Data listing >>
-*-*-

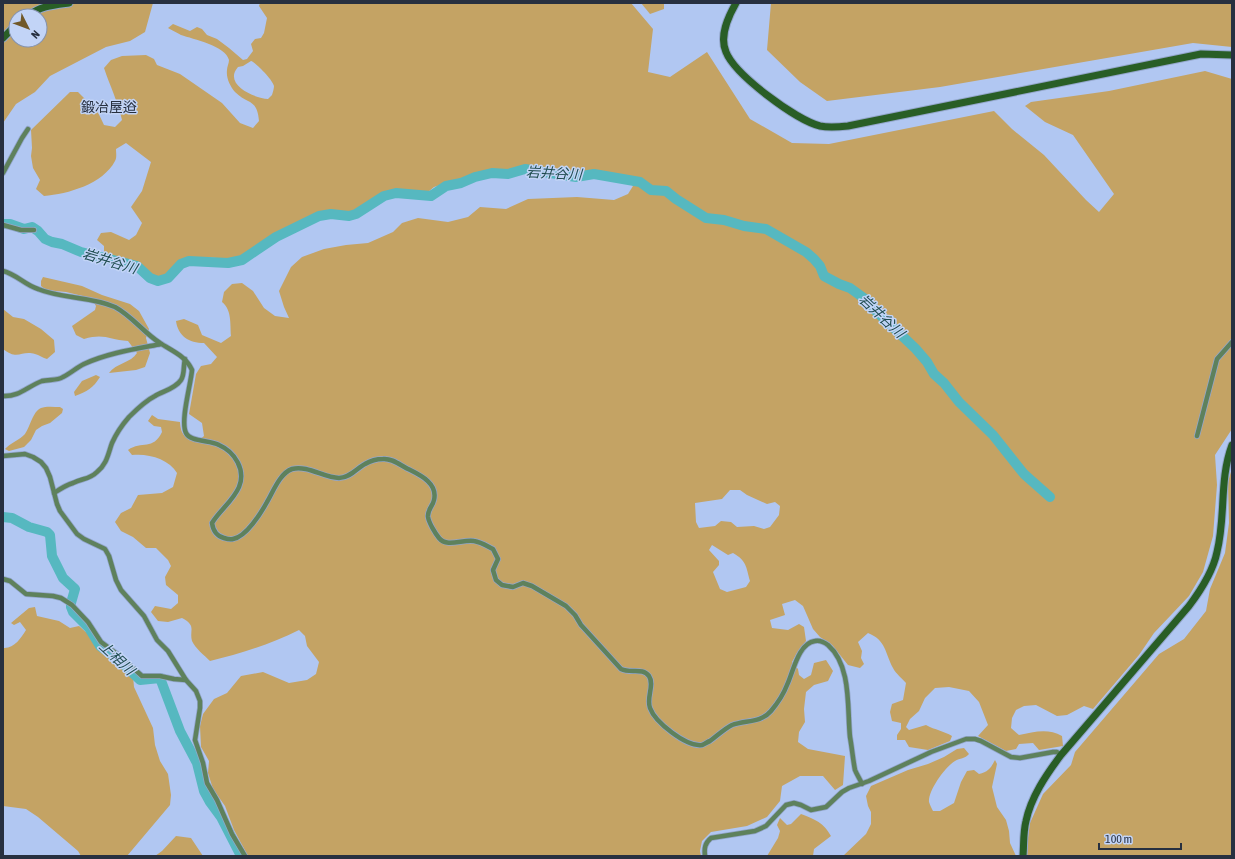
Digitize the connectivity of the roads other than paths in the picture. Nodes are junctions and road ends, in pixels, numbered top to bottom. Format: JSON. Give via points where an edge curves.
{"nodes":[{"id":1,"x":69,"y":3,"type":"edge"},
{"id":2,"x":736,"y":3,"type":"edge"},
{"id":3,"x":42,"y":8,"type":"edge"},
{"id":4,"x":1232,"y":55,"type":"edge"},
{"id":5,"x":28,"y":129,"type":"dead end"},
{"id":6,"x":3,"y":173,"type":"edge"},
{"id":7,"x":3,"y":225,"type":"edge"},
{"id":8,"x":34,"y":230,"type":"dead end"},
{"id":9,"x":3,"y":271,"type":"edge"},
{"id":10,"x":1232,"y":342,"type":"edge"},
{"id":11,"x":161,"y":344,"type":"junction"},
{"id":12,"x":184,"y":359,"type":"junction"},
{"id":13,"x":3,"y":396,"type":"edge"},
{"id":14,"x":1197,"y":436,"type":"dead end"},
{"id":15,"x":1232,"y":445,"type":"edge"},
{"id":16,"x":3,"y":456,"type":"edge"},
{"id":17,"x":54,"y":493,"type":"junction"},
{"id":18,"x":3,"y":579,"type":"edge"},
{"id":19,"x":186,"y":680,"type":"junction"},
{"id":20,"x":1061,"y":755,"type":"junction"},
{"id":21,"x":862,"y":784,"type":"junction"},
{"id":22,"x":245,"y":856,"type":"edge"},
{"id":23,"x":705,"y":856,"type":"edge"},
{"id":24,"x":1023,"y":856,"type":"edge"}],
"edges":[{"from":1,"to":3,"type":"street"},
{"from":2,"to":4,"type":"street","via":[[730,12],[724,40],[726,51],[736,69],[799,117],[821,126],[835,128],[1201,54]]},
{"from":5,"to":6,"type":"street"},
{"from":7,"to":8,"type":"street","via":[[20,230]]},
{"from":9,"to":11,"type":"street","via":[[11,273],[38,290],[97,301],[116,308]]},
{"from":10,"to":14,"type":"street","via":[[1217,359]]},
{"from":11,"to":12,"type":"street","via":[[177,352]]},
{"from":11,"to":13,"type":"street","via":[[106,356],[79,367],[62,378],[42,381],[18,394]]},
{"from":12,"to":17,"type":"street","via":[[181,380],[169,390],[140,406],[127,419],[112,442],[104,466],[90,478],[74,482]]},
{"from":12,"to":21,"type":"street","via":[[192,370],[184,415],[186,433],[191,439],[210,442],[226,449],[240,464],[240,485],[228,505],[217,514],[212,523],[213,531],[221,537],[237,538],[247,530],[277,482],[292,469],[307,469],[340,478],[351,474],[366,463],[384,458],[391,460],[426,478],[431,485],[435,494],[428,516],[440,539],[445,542],[473,541],[494,549],[498,559],[493,570],[496,580],[502,585],[513,587],[523,583],[566,606],[621,669],[627,672],[645,672],[648,675],[651,680],[648,699],[652,714],[668,730],[690,744],[703,745],[731,726],[766,716],[786,687],[798,657],[805,647],[811,641],[826,643],[840,659],[843,668],[856,770]]},
{"from":15,"to":20,"type":"street","via":[[1225,468],[1217,553],[1201,589]]},
{"from":16,"to":17,"type":"street","via":[[25,454],[41,462],[50,477]]},
{"from":17,"to":19,"type":"street","via":[[60,511],[77,534],[99,545],[109,556],[121,590],[148,622],[157,640],[168,651]]},
{"from":18,"to":19,"type":"street","via":[[10,581],[26,594],[53,596],[71,604],[88,622],[101,642],[142,676]]},
{"from":19,"to":22,"type":"street","via":[[200,700],[195,740],[207,783]]},
{"from":20,"to":21,"type":"street","via":[[1053,752],[1020,758],[1011,757],[981,741],[966,739]]},
{"from":20,"to":24,"type":"street","via":[[1031,805],[1026,821]]},
{"from":21,"to":23,"type":"street","via":[[842,792],[826,807],[812,810],[794,803],[786,805],[766,826],[755,831],[711,838],[704,848]]}]}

-*-*-

Exercise brief >> Word for word, restate all of the data, but do not copy the pictures.

Output for this exercise >>
Digitize the connectivity of the roads other than paths in the picture. Nodes are junctions and road ends, in pixels, numbered top to bottom. Format: JSON. Give via points where an edge curves.
{"nodes":[{"id":1,"x":69,"y":3,"type":"edge"},
{"id":2,"x":736,"y":3,"type":"edge"},
{"id":3,"x":42,"y":8,"type":"edge"},
{"id":4,"x":1232,"y":55,"type":"edge"},
{"id":5,"x":28,"y":129,"type":"dead end"},
{"id":6,"x":3,"y":173,"type":"edge"},
{"id":7,"x":3,"y":225,"type":"edge"},
{"id":8,"x":34,"y":230,"type":"dead end"},
{"id":9,"x":3,"y":271,"type":"edge"},
{"id":10,"x":1232,"y":342,"type":"edge"},
{"id":11,"x":161,"y":344,"type":"junction"},
{"id":12,"x":184,"y":359,"type":"junction"},
{"id":13,"x":3,"y":396,"type":"edge"},
{"id":14,"x":1197,"y":436,"type":"dead end"},
{"id":15,"x":1232,"y":445,"type":"edge"},
{"id":16,"x":3,"y":456,"type":"edge"},
{"id":17,"x":54,"y":493,"type":"junction"},
{"id":18,"x":3,"y":579,"type":"edge"},
{"id":19,"x":186,"y":680,"type":"junction"},
{"id":20,"x":1061,"y":755,"type":"junction"},
{"id":21,"x":862,"y":784,"type":"junction"},
{"id":22,"x":245,"y":856,"type":"edge"},
{"id":23,"x":705,"y":856,"type":"edge"},
{"id":24,"x":1023,"y":856,"type":"edge"}],
"edges":[{"from":1,"to":3,"type":"street"},
{"from":2,"to":4,"type":"street","via":[[730,12],[724,40],[726,51],[736,69],[799,117],[821,126],[835,128],[1201,54]]},
{"from":5,"to":6,"type":"street"},
{"from":7,"to":8,"type":"street","via":[[20,230]]},
{"from":9,"to":11,"type":"street","via":[[11,273],[38,290],[97,301],[116,308]]},
{"from":10,"to":14,"type":"street","via":[[1217,359]]},
{"from":11,"to":12,"type":"street","via":[[177,352]]},
{"from":11,"to":13,"type":"street","via":[[106,356],[79,367],[62,378],[42,381],[18,394]]},
{"from":12,"to":17,"type":"street","via":[[181,380],[169,390],[140,406],[127,419],[112,442],[104,466],[90,478],[74,482]]},
{"from":12,"to":21,"type":"street","via":[[192,370],[184,415],[186,433],[191,439],[210,442],[226,449],[240,464],[240,485],[228,505],[217,514],[212,523],[213,531],[221,537],[237,538],[247,530],[277,482],[292,469],[307,469],[340,478],[351,474],[366,463],[384,458],[391,460],[426,478],[431,485],[435,494],[428,516],[440,539],[445,542],[473,541],[494,549],[498,559],[493,570],[496,580],[502,585],[513,587],[523,583],[566,606],[621,669],[627,672],[645,672],[648,675],[651,680],[648,699],[652,714],[668,730],[690,744],[703,745],[731,726],[766,716],[786,687],[798,657],[805,647],[811,641],[826,643],[840,659],[843,668],[856,770]]},
{"from":15,"to":20,"type":"street","via":[[1225,468],[1217,553],[1201,589]]},
{"from":16,"to":17,"type":"street","via":[[25,454],[41,462],[50,477]]},
{"from":17,"to":19,"type":"street","via":[[60,511],[77,534],[99,545],[109,556],[121,590],[148,622],[157,640],[168,651]]},
{"from":18,"to":19,"type":"street","via":[[10,581],[26,594],[53,596],[71,604],[88,622],[101,642],[142,676]]},
{"from":19,"to":22,"type":"street","via":[[200,700],[195,740],[207,783]]},
{"from":20,"to":21,"type":"street","via":[[1053,752],[1020,758],[1011,757],[981,741],[966,739]]},
{"from":20,"to":24,"type":"street","via":[[1031,805],[1026,821]]},
{"from":21,"to":23,"type":"street","via":[[842,792],[826,807],[812,810],[794,803],[786,805],[766,826],[755,831],[711,838],[704,848]]}]}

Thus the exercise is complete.